There’s a moment at the end of the second act of Gears of War 2 where, all of a sudden, the infamous Unreal Engine 3 ‘Meatcube’ demo makes sense. At that point, you’ll realize why Epic thought it so important to show Marcus Fenix blasting around a giant hunk of meat at the Games Developers Conference, and just why getting those wibbly-wobbly meat physics right were so important. Maybe at that point you’ll wonder whether the new power of Unreal Engine 3 is behind the design for Gears 2, or whether the design of Gears 2 is what made Epic evolve Unreal Engine 3, but whether the chicken or the egg came first, it’s clear throughout that there’s new technology behind the game.
The meaty climax to Act 2 is an obvious demonstration of the engine’s new power, but the signs are there throughout – meaty chunks can be shot out of the bigger Locusts, water and blood flows and pools more realistically, the environment splinters and shreds under sustained fire, and every act has at least one epic battle against swarms of Locusts. It’s all technology shown off at GDC 2008 and it has made Gears 2 a very different game.
In truth, nobody wanted Gears 2 to be a whole new world. Gears of War worked. The cover system worked, the guns worked, the linear stages worked, the roadie run worked, and the chainsaw on the end of the Lancer worked. Gears was never broken, and Epic have elected not to fix it, but that’s not to say the new tech hasn’t led to some new ideas. Gears 2 is a natural evolution, perfecting the systems which almost worked, scrapping the systems which never worked, and adding new systems – all of which work brilliantly.
What’s most surprising isn’t the things Epic decided had been ‘wrong’ in the original and ‘fixed’ in the sequel; it’s in the things that were almost right in Gears, and have been perfected in Gears 2. Suddenly, your AI partners are worth keeping alive – standing and fighting like men rather than collapsing and dying immediately upon glimpsing an enemy, and coming to your aid while you’re down.
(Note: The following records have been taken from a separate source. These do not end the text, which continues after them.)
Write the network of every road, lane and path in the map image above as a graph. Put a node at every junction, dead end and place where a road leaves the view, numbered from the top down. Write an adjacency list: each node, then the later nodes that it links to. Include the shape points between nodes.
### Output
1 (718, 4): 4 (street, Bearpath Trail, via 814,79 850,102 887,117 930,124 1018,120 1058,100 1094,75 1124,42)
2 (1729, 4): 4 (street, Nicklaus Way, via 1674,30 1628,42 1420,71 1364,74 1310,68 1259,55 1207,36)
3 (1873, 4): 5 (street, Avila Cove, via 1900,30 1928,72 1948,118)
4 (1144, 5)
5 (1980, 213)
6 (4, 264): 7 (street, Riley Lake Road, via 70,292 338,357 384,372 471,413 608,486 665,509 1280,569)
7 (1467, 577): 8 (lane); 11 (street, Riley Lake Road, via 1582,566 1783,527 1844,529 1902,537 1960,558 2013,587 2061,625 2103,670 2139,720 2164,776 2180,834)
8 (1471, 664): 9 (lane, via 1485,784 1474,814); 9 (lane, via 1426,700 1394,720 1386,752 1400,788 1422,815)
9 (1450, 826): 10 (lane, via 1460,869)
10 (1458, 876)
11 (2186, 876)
The roadie run is more precise – you’ll stick to the wrong cover less and snap to the right cover more. That cover system too, is better – you’ll snap in and out more fluidly and can take advantage of the environmental damage to whittle your enemy’s cover away and nail a crafty headshot. The same applies to the executions; it was always fun to stamp and squash a head, and Epic have spent the last 24 months perfecting the meaty squish with their updated engine, adding new animations and options for ways to dispose of (or make use of) a downed foe.